#### DATA PROVIDED ####
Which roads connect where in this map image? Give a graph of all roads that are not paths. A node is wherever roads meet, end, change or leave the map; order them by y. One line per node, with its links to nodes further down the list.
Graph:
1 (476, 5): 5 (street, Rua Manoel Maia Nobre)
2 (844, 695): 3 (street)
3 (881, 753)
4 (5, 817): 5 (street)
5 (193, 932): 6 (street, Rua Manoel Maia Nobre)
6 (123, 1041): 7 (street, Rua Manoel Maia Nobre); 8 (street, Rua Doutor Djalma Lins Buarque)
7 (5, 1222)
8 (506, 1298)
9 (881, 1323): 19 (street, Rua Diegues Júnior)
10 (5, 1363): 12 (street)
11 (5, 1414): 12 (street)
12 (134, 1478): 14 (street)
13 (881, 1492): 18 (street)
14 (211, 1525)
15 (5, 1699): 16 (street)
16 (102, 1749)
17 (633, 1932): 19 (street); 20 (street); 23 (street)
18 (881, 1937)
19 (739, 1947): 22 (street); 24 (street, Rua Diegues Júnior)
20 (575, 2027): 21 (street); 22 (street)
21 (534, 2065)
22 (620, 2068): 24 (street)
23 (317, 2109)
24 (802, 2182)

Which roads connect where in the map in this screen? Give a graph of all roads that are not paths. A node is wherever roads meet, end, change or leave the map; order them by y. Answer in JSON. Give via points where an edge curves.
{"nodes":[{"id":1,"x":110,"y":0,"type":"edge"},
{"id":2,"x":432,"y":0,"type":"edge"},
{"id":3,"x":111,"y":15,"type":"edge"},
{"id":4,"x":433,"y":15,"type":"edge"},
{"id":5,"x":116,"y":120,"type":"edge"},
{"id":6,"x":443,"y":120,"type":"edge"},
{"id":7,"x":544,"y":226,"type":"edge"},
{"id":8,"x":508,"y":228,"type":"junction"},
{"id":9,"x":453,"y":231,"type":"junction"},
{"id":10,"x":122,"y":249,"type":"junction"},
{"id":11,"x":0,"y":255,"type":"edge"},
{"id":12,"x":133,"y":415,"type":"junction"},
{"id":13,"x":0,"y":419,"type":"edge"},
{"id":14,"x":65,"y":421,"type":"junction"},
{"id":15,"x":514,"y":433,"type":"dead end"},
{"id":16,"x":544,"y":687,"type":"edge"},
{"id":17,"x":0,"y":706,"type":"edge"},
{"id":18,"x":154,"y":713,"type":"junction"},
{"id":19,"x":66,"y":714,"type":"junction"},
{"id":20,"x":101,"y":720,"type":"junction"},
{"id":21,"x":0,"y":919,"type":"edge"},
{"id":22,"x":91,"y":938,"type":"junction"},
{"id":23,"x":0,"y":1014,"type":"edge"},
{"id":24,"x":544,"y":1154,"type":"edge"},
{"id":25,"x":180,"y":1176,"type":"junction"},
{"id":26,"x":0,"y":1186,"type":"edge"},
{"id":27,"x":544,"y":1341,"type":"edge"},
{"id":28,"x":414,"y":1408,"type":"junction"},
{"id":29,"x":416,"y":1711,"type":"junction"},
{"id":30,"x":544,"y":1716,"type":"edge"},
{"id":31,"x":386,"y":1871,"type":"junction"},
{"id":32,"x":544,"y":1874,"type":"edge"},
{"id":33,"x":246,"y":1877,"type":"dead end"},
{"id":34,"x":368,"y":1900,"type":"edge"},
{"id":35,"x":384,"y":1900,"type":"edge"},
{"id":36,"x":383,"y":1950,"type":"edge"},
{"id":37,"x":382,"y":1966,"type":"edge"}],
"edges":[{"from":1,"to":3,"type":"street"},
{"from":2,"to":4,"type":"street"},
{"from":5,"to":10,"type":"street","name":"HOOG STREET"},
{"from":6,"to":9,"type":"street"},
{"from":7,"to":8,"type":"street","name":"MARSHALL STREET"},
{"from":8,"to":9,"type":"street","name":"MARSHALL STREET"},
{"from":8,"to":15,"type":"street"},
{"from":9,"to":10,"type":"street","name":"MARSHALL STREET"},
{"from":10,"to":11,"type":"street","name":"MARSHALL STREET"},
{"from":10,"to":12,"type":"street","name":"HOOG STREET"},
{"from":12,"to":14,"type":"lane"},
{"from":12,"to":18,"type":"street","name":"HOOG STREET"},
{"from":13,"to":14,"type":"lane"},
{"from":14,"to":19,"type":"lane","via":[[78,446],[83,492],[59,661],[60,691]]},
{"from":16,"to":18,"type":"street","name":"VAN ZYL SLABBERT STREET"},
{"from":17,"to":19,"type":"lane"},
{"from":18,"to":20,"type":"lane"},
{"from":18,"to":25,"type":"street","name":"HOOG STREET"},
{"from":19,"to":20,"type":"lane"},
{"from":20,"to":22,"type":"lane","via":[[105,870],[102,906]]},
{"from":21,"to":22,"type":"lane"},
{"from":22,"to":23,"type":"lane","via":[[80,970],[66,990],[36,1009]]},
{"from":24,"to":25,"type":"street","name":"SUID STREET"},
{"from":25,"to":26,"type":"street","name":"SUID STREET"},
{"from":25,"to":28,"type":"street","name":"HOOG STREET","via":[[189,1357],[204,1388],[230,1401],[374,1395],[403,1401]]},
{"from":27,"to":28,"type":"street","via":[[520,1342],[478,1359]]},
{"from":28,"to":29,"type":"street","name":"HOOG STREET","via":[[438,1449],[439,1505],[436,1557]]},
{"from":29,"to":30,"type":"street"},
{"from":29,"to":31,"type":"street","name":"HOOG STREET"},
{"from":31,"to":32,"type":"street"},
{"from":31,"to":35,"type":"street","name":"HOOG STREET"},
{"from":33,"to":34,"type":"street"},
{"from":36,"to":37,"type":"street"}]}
####
= EXERCISE PROMPT =
Every line of the material above is to be copied exactly.

= WRITTEN RESPONSE =
Which roads connect where in this map image? Give a graph of all roads that are not paths. A node is wherever roads meet, end, change or leave the map; order them by y. One line per node, with its links to nodes further down the list.
Graph:
1 (476, 5): 5 (street, Rua Manoel Maia Nobre)
2 (844, 695): 3 (street)
3 (881, 753)
4 (5, 817): 5 (street)
5 (193, 932): 6 (street, Rua Manoel Maia Nobre)
6 (123, 1041): 7 (street, Rua Manoel Maia Nobre); 8 (street, Rua Doutor Djalma Lins Buarque)
7 (5, 1222)
8 (506, 1298)
9 (881, 1323): 19 (street, Rua Diegues Júnior)
10 (5, 1363): 12 (street)
11 (5, 1414): 12 (street)
12 (134, 1478): 14 (street)
13 (881, 1492): 18 (street)
14 (211, 1525)
15 (5, 1699): 16 (street)
16 (102, 1749)
17 (633, 1932): 19 (street); 20 (street); 23 (street)
18 (881, 1937)
19 (739, 1947): 22 (street); 24 (street, Rua Diegues Júnior)
20 (575, 2027): 21 (street); 22 (street)
21 (534, 2065)
22 (620, 2068): 24 (street)
23 (317, 2109)
24 (802, 2182)

Which roads connect where in the map in this screen? Give a graph of all roads that are not paths. A node is wherever roads meet, end, change or leave the map; order them by y. Answer in JSON. Give via points where an edge curves.
{"nodes":[{"id":1,"x":110,"y":0,"type":"edge"},
{"id":2,"x":432,"y":0,"type":"edge"},
{"id":3,"x":111,"y":15,"type":"edge"},
{"id":4,"x":433,"y":15,"type":"edge"},
{"id":5,"x":116,"y":120,"type":"edge"},
{"id":6,"x":443,"y":120,"type":"edge"},
{"id":7,"x":544,"y":226,"type":"edge"},
{"id":8,"x":508,"y":228,"type":"junction"},
{"id":9,"x":453,"y":231,"type":"junction"},
{"id":10,"x":122,"y":249,"type":"junction"},
{"id":11,"x":0,"y":255,"type":"edge"},
{"id":12,"x":133,"y":415,"type":"junction"},
{"id":13,"x":0,"y":419,"type":"edge"},
{"id":14,"x":65,"y":421,"type":"junction"},
{"id":15,"x":514,"y":433,"type":"dead end"},
{"id":16,"x":544,"y":687,"type":"edge"},
{"id":17,"x":0,"y":706,"type":"edge"},
{"id":18,"x":154,"y":713,"type":"junction"},
{"id":19,"x":66,"y":714,"type":"junction"},
{"id":20,"x":101,"y":720,"type":"junction"},
{"id":21,"x":0,"y":919,"type":"edge"},
{"id":22,"x":91,"y":938,"type":"junction"},
{"id":23,"x":0,"y":1014,"type":"edge"},
{"id":24,"x":544,"y":1154,"type":"edge"},
{"id":25,"x":180,"y":1176,"type":"junction"},
{"id":26,"x":0,"y":1186,"type":"edge"},
{"id":27,"x":544,"y":1341,"type":"edge"},
{"id":28,"x":414,"y":1408,"type":"junction"},
{"id":29,"x":416,"y":1711,"type":"junction"},
{"id":30,"x":544,"y":1716,"type":"edge"},
{"id":31,"x":386,"y":1871,"type":"junction"},
{"id":32,"x":544,"y":1874,"type":"edge"},
{"id":33,"x":246,"y":1877,"type":"dead end"},
{"id":34,"x":368,"y":1900,"type":"edge"},
{"id":35,"x":384,"y":1900,"type":"edge"},
{"id":36,"x":383,"y":1950,"type":"edge"},
{"id":37,"x":382,"y":1966,"type":"edge"}],
"edges":[{"from":1,"to":3,"type":"street"},
{"from":2,"to":4,"type":"street"},
{"from":5,"to":10,"type":"street","name":"HOOG STREET"},
{"from":6,"to":9,"type":"street"},
{"from":7,"to":8,"type":"street","name":"MARSHALL STREET"},
{"from":8,"to":9,"type":"street","name":"MARSHALL STREET"},
{"from":8,"to":15,"type":"street"},
{"from":9,"to":10,"type":"street","name":"MARSHALL STREET"},
{"from":10,"to":11,"type":"street","name":"MARSHALL STREET"},
{"from":10,"to":12,"type":"street","name":"HOOG STREET"},
{"from":12,"to":14,"type":"lane"},
{"from":12,"to":18,"type":"street","name":"HOOG STREET"},
{"from":13,"to":14,"type":"lane"},
{"from":14,"to":19,"type":"lane","via":[[78,446],[83,492],[59,661],[60,691]]},
{"from":16,"to":18,"type":"street","name":"VAN ZYL SLABBERT STREET"},
{"from":17,"to":19,"type":"lane"},
{"from":18,"to":20,"type":"lane"},
{"from":18,"to":25,"type":"street","name":"HOOG STREET"},
{"from":19,"to":20,"type":"lane"},
{"from":20,"to":22,"type":"lane","via":[[105,870],[102,906]]},
{"from":21,"to":22,"type":"lane"},
{"from":22,"to":23,"type":"lane","via":[[80,970],[66,990],[36,1009]]},
{"from":24,"to":25,"type":"street","name":"SUID STREET"},
{"from":25,"to":26,"type":"street","name":"SUID STREET"},
{"from":25,"to":28,"type":"street","name":"HOOG STREET","via":[[189,1357],[204,1388],[230,1401],[374,1395],[403,1401]]},
{"from":27,"to":28,"type":"street","via":[[520,1342],[478,1359]]},
{"from":28,"to":29,"type":"street","name":"HOOG STREET","via":[[438,1449],[439,1505],[436,1557]]},
{"from":29,"to":30,"type":"street"},
{"from":29,"to":31,"type":"street","name":"HOOG STREET"},
{"from":31,"to":32,"type":"street"},
{"from":31,"to":35,"type":"street","name":"HOOG STREET"},
{"from":33,"to":34,"type":"street"},
{"from":36,"to":37,"type":"street"}]}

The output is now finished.